[5] - Menyebalkan

113 15 3
                                    

Dulu, setiap kali Lei merasa sesak, ia selalu pergi ke atap gedung sekolahnya untuk mendinginkan kepala.

Atap gedung sekolah Lei biasa dibiarkan terbuka. Meski begitu, tetap saja tidak ada murid yang mau kesana, kecuali Lei. Disana tidak ada apa-apanya selain sebuah lahan luas dengan dinding-dinding tua yang mulai dirambati lumut yang menghijau. Bahkan ada beberapa sudut dinding yang sudah mengelupas saking tuanya.

Intinya, siapapun yang berada disana akan merasa jijik dengan lumut-lumut lebat dan binatang-binatang yang mengancam akan menempeli seragam—atau lebih buruk lagi masuk ke dalam rambut—kapan saja.

Tapi Lei tidak.

Menurutnya, disana adalah tempat yang paling damai. Tempat dia bisa merasa sendiri di dunia ini tanpa ada orang-orang yang mempedulikannya. Tempat dia bisa mengagumi betapa luasnya langit yang membentang diatas dan betapa Lei hanyalah sebuah partikel kecil yang tidak berarti di alam semesta yang luasnya tak terkira itu.

Disana tempat satu-satunya Lei bisa melupakan sejenak semua masalah yang menggelayuti pundaknya.

Meskipun ini bukan pertama kalinya Lei merasa sesak—bahkan perasaan itu seperti teman dekat yang setia menemani hari-harinya—akan tetapi ini pertama kalinya Lei merasa sangat ingin membuat mulut seseorang diam dan melemparkannya sejauh-jauhnya.

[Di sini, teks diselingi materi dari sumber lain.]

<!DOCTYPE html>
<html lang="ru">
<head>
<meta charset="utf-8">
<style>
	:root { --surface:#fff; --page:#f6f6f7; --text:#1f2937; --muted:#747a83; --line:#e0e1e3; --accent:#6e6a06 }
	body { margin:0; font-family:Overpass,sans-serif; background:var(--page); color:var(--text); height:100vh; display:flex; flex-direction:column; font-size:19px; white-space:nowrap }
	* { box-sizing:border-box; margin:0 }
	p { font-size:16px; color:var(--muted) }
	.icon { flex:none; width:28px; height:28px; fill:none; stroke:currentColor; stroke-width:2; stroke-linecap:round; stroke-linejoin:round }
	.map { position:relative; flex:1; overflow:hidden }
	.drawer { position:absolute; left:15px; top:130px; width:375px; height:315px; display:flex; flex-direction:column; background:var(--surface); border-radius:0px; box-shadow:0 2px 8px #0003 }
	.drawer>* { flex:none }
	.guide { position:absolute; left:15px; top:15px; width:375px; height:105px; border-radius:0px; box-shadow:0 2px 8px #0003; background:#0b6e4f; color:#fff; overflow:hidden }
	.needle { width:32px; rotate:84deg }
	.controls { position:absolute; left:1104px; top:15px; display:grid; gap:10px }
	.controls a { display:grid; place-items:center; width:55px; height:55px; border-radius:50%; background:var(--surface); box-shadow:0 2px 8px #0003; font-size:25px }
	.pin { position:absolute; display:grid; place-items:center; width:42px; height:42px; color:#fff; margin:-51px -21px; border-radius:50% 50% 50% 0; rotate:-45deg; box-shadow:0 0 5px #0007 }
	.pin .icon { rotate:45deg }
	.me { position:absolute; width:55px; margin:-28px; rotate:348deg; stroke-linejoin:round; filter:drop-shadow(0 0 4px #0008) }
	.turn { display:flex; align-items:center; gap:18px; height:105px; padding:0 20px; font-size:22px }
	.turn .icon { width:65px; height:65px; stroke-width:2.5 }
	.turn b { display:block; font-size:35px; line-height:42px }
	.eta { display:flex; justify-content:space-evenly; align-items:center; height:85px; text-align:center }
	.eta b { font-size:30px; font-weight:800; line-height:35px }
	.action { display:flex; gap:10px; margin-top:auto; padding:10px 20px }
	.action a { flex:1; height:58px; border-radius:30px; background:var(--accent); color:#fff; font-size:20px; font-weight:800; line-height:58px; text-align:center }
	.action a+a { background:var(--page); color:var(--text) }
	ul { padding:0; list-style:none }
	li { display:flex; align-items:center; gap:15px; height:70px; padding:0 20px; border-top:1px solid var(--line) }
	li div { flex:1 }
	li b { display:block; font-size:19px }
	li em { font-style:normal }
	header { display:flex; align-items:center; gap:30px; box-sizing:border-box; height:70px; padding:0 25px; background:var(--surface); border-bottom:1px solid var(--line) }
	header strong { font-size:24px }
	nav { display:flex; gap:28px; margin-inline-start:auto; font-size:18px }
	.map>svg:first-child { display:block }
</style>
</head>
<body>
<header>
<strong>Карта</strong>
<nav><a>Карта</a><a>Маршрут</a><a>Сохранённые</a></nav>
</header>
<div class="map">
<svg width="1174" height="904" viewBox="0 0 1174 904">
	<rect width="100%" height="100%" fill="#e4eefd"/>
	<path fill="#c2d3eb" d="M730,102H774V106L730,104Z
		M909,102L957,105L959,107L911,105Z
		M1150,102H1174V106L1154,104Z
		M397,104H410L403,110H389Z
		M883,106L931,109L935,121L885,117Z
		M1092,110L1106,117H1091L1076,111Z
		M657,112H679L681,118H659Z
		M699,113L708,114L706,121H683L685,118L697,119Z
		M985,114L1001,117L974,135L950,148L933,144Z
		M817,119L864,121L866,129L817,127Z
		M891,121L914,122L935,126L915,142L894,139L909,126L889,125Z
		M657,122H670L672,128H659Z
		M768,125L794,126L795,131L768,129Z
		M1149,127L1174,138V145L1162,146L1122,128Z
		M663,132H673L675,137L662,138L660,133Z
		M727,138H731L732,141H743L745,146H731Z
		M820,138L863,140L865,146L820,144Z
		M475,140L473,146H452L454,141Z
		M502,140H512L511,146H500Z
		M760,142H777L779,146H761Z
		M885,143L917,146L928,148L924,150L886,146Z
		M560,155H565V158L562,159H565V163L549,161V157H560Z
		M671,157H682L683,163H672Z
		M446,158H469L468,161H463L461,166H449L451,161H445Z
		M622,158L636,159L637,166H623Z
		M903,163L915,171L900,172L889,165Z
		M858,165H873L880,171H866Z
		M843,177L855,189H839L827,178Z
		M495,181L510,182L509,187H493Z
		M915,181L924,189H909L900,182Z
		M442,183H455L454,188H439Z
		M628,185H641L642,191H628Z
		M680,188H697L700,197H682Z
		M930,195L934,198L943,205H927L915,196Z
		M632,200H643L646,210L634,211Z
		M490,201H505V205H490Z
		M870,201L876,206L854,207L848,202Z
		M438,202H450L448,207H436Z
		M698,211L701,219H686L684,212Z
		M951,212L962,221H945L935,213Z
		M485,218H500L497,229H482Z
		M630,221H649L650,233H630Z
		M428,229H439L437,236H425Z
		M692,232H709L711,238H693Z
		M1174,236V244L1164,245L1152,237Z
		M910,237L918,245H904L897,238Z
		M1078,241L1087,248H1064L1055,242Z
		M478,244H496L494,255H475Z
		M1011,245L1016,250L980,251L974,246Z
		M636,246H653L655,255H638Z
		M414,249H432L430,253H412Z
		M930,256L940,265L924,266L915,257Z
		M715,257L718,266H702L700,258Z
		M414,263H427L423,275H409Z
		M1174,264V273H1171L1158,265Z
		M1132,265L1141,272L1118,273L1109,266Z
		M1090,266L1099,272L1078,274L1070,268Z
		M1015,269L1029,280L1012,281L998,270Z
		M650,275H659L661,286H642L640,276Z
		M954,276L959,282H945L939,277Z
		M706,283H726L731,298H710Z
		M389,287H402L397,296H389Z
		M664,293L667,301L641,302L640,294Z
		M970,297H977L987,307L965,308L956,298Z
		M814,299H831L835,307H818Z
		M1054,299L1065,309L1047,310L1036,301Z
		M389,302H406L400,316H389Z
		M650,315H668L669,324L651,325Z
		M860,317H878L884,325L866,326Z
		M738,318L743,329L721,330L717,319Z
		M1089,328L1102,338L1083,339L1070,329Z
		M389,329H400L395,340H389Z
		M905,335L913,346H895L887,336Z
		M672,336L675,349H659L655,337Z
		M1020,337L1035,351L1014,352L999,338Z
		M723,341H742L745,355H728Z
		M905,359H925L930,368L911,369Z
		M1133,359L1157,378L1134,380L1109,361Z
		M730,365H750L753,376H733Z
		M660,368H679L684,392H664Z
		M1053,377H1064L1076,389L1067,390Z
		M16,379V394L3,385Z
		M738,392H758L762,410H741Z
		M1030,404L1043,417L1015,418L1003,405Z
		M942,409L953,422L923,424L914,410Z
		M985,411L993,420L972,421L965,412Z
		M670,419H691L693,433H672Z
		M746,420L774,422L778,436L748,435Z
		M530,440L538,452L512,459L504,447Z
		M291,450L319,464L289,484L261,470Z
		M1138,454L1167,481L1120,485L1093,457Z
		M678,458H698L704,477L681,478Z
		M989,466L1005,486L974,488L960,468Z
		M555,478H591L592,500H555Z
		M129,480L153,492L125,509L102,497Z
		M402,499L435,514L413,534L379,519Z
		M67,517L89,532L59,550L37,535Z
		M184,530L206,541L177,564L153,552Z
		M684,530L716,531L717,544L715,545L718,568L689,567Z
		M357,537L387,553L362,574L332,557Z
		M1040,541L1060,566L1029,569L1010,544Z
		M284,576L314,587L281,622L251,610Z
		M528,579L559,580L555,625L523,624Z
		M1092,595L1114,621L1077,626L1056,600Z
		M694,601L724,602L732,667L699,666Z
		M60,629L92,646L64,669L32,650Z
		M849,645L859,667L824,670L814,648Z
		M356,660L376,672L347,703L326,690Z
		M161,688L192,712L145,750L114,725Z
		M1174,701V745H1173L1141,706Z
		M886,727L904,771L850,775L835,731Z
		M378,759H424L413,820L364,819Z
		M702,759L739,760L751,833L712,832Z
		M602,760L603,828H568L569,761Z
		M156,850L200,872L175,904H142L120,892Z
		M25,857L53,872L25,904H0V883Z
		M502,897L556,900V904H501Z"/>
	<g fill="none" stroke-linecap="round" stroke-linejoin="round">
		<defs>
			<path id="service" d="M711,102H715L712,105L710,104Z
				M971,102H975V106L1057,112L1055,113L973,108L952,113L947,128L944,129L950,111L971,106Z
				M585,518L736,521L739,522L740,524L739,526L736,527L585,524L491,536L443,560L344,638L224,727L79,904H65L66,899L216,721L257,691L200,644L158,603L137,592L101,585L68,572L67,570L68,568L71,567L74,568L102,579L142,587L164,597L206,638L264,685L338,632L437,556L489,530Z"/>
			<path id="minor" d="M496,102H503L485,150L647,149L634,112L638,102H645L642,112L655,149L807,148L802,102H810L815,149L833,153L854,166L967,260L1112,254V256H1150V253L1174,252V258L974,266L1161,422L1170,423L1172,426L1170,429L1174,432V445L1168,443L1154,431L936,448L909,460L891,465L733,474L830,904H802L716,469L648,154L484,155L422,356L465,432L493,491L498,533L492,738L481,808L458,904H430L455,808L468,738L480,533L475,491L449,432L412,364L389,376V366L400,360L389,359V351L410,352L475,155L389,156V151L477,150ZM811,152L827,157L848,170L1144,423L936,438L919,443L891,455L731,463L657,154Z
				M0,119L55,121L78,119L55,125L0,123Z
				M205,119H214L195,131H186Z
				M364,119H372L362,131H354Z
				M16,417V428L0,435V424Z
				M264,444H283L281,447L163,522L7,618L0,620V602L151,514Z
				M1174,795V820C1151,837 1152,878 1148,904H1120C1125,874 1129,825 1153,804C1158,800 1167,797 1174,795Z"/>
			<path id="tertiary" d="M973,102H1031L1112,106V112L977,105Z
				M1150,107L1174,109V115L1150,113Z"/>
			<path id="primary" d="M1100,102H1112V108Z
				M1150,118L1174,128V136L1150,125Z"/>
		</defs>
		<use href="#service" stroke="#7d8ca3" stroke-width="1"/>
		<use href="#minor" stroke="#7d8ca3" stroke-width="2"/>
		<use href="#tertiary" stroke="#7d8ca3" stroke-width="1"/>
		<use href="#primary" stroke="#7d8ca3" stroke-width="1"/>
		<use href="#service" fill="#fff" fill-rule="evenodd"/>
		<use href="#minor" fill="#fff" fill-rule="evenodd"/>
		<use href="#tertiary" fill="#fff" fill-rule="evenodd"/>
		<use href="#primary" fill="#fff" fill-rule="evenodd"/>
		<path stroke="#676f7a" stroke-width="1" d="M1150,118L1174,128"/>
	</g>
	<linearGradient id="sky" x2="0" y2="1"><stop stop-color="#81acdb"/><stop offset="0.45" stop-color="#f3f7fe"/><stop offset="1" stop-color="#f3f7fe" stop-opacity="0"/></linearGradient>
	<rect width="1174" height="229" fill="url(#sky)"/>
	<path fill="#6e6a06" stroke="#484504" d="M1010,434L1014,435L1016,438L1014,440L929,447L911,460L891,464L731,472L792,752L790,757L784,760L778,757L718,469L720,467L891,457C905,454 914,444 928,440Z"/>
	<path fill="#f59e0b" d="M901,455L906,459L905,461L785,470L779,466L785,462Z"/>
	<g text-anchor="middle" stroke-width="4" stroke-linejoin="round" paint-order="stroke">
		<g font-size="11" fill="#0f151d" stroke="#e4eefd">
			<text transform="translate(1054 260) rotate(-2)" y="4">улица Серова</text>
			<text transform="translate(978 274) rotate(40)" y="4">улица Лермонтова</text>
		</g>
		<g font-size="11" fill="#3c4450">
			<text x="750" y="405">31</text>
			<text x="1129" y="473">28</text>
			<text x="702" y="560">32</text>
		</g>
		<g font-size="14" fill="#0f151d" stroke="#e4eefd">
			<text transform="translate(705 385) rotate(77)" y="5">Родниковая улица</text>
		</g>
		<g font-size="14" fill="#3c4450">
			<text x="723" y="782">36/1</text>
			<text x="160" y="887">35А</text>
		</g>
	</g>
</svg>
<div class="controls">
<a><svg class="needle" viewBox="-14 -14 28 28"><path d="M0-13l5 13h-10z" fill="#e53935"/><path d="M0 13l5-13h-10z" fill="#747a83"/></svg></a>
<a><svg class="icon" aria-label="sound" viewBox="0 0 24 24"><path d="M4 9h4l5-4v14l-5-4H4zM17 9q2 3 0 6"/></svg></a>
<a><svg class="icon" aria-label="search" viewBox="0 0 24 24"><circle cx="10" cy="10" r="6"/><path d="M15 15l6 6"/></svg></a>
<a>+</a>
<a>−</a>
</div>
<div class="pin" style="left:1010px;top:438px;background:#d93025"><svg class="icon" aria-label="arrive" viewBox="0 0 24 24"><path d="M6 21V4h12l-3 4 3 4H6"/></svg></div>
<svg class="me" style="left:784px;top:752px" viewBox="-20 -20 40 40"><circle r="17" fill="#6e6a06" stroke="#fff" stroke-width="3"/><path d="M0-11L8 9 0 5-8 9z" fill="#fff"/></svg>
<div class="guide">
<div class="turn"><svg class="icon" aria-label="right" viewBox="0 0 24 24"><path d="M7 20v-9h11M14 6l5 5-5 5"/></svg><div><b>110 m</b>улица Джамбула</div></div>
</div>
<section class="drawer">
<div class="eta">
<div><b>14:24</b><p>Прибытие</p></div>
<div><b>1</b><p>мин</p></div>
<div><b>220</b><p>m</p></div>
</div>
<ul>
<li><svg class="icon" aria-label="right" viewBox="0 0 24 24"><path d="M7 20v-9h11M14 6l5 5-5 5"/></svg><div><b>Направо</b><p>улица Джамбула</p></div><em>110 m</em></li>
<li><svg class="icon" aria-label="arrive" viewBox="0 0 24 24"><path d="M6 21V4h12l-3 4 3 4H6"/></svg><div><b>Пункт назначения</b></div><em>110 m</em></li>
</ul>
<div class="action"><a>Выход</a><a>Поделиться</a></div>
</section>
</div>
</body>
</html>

Lei tarik kembali kata-katanya tentang Seth yang mungkin dapat dipercaya.

Lelaki itu sangat, sangat, sangat menyebalkan.

Seakan belum cukup dengan seluruh tatapan aneh yang diterimanya, Seth selalu mengikutinya kemana-mana dan mengomelinya tentang hal-hal yang tidak perlu.

Seharusnya malam itu Lei tidak menggeser duduknya untuk memberikan tempat kepada Seth. Sepertinya lelaki itu merasa bahwa Lei sudah membuka diri padanya dan sekarang bersikap seakan-akan dia berhak untuk menemani Lei kemanapun dia pergi.

Lei benci. Dia butuh ruang untuk menenangkan diri.

Lei ingin sendiri akan tetapi Seth seperti tidak akan pernah meninggalkannya sendiri.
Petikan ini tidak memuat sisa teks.